Home exactly one week, and with jet lag behind me (and snow shovel in hand) I can look back now and smile on a glorious time. Vienna was magic, Salzburg was alpine, and Munich – Munich was fascinating, with many faces: historic, kitschy, lively, stony, colorful, both wholly modern and mired in its past. We climbed hills, crossed bridges, walked cobblestone miles and prowled markets full of horseradish-heaped wursts, Eiswein and cheeses, rugged brown bread, wild honey and truffles and beer.
And…beer. Did I mention the beer? Like an amber line on the map, beer, serious bier, trailed us all through Bavaria. Beer is somehow beautiful over there; all hefty steins and tradition and frosty hopped-up light. That, or I was just on vacation. Either way me and beer, we’ve not always been friends. As an eager college drinker I’d throw up – Greg’s hair-holding skills sealed our deal – and later, a moderation-minded adult, I’d try excellent “artisan” beers and my nervous stomach would think it ate three loaves of bread. An uneasy truce, at best.

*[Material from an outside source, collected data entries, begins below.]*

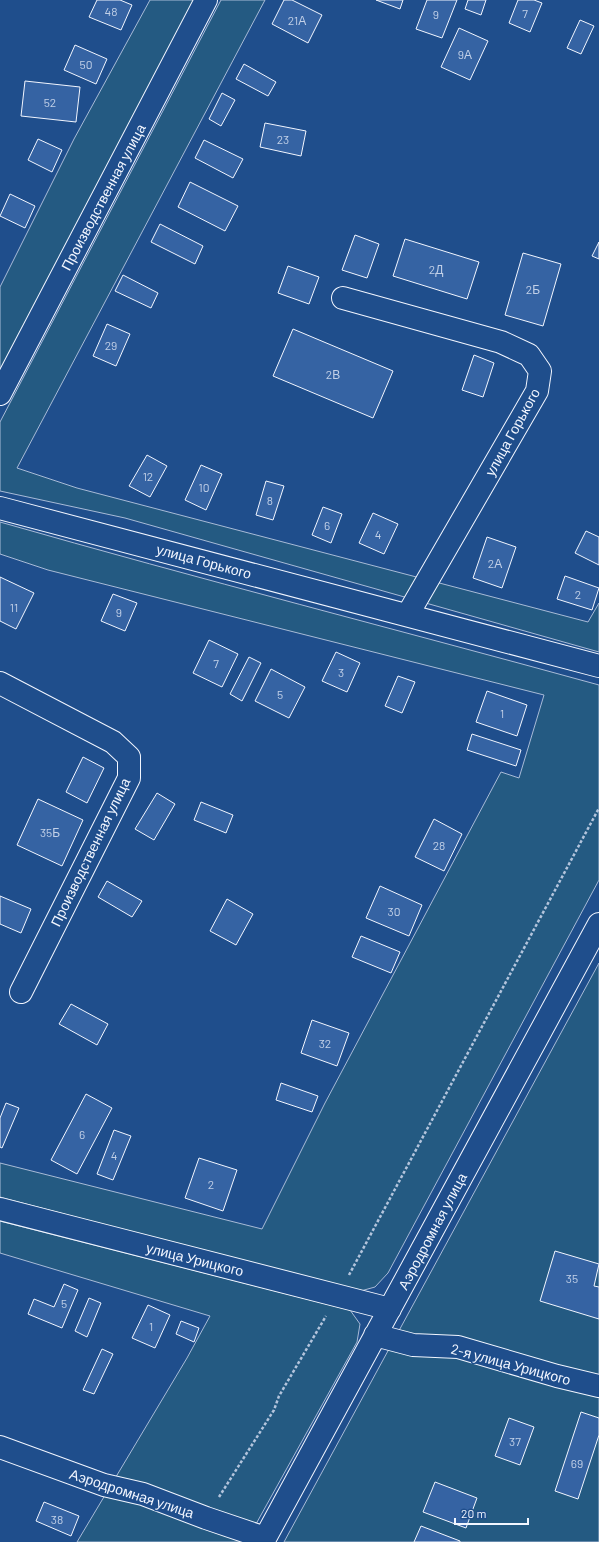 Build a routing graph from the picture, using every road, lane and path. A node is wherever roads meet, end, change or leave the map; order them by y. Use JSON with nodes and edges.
{"nodes":[{"id":1,"x":206,"y":0,"type":"edge"},
{"id":2,"x":343,"y":298,"type":"dead end"},
{"id":3,"x":0,"y":394,"type":"edge"},
{"id":4,"x":0,"y":508,"type":"edge"},
{"id":5,"x":408,"y":614,"type":"junction"},
{"id":6,"x":599,"y":666,"type":"edge"},
{"id":7,"x":0,"y":683,"type":"edge"},
{"id":8,"x":599,"y":808,"type":"edge"},
{"id":9,"x":599,"y":924,"type":"edge"},
{"id":10,"x":21,"y":992,"type":"dead end"},
{"id":11,"x":0,"y":1209,"type":"edge"},
{"id":12,"x":338,"y":1296,"type":"junction"},
{"id":13,"x":390,"y":1309,"type":"junction"},
{"id":14,"x":375,"y":1335,"type":"junction"},
{"id":15,"x":599,"y":1386,"type":"edge"},
{"id":16,"x":0,"y":1447,"type":"edge"},
{"id":17,"x":206,"y":1518,"type":"junction"},
{"id":18,"x":264,"y":1540,"type":"edge"}],
"edges":[{"from":1,"to":3,"type":"street","name":"Производственная улица"},
{"from":2,"to":5,"type":"street","name":"улица Горького"},
{"from":4,"to":5,"type":"street","name":"улица Горького"},
{"from":5,"to":6,"type":"street","name":"улица Горького"},
{"from":7,"to":10,"type":"street","name":"Производственная улица"},
{"from":8,"to":12,"type":"path"},
{"from":9,"to":13,"type":"street","name":"Аэродромная улица"},
{"from":11,"to":12,"type":"street","name":"улица Урицкого"},
{"from":12,"to":13,"type":"street","name":"улица Урицкого"},
{"from":12,"to":17,"type":"path"},
{"from":13,"to":14,"type":"street","name":"Аэродромная улица"},
{"from":14,"to":15,"type":"street","name":"2-я улица Урицкого"},
{"from":14,"to":18,"type":"street","name":"Аэродромная улица"},
{"from":16,"to":17,"type":"street","name":"Аэродромная улица"},
{"from":17,"to":18,"type":"street","name":"Аэродромная улица"}]}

On this trip we traveled with my brother-in-law Stephen and his wife, Moa, a native Swede whose sociable, even-handed beer skills could put most European men to shame. She was happy. Greg and Stephen were deliriously happy. They were all three happy to explore the sudsy maze of cafes, cellars and stubes. And me? Come follow the amber line:
In Salzburg we visit Zum Fidelen Affen, which we thought meant something about a loyal monkey, but a waiter reveals it’s The Funky Monkey. Actually, the waiter says, it’s “funny” monkey, but “I just like to call it funky.”
In this friendly, wood-beamed room I discover the joys of rotwein gespritzt - red wine spritzer – and also free, fresh-baked pretzels. I will find out fast in other places that free pretzels don’t always mean good pretzels – but here they are both free and good. I suddenly feel great loyalty to The Funky Monkey, and resolve to become a great Austrian beer drinker, and get more pretzels.
I overdo it at The Monkey. At Gasthaus Somethingplatz I start ordering bottles of plain wasser, and by late afternoon in Mozartplatz, at a place possibly called Mozartbar, I start drinking peppermint tea. I am traveling, and careful. I am boring, and this annoys me. So I down a tall Pils, get twitchy, and then go back to sipping tea.
In Munich we visit a true temple of bier, the Hofbrauhaus, founded in 1592. Here, servers (some in traditional, half-laced St. Pauli girl-garb) rush liter beer steins, sometimes eight in each hand, to long wooden tables stuffed with locals, tourists, yuppies and grandmas. They eat weisswursts and clink glasses and have a marvelous time. I am about to succumb to the liter – an optimistic move, at best – when I discover the Radler. Part beer, part lemonade, it’s similar to the English Shandy and a great beer compromise for me, or, as Greg concludes, “a tasty little kid’s beer.” I love the Radler, hoist it with two hands and drink every drop. Greg and Stephen are amused. Now if they only put coffee in beer, I tell them, then you’d see some drinking.
And speaking of drinking, the Hofbrauhaus sees a lot of it. Most don’t get drunk, exactly – a higher tolerance than weak Americans – but the group right behind us, the big table of young, super-buff Italian guys? They gave their best impression of trying to drink all the beer in Germany.
They got more excitable round after round, yelling toasts and smashing heavy steins together. They broke into drinking songs, pounding beers, fists and cameras on the table, and each time they pounded, the beers jumped. Our table mates were Russian, the rowdy boys were Italian and the old ladies at the next table over were German, tut-tutting the rowdies. It was all very cavernous and beamed, cozy and sloshing. I slurped my Radler, smiled at my husband, read the beer-soaked carved initials lining wood planks. We shared another salty pretzel, smelled amber and lemon and hops, and I let that Bavarian afternoon drift away.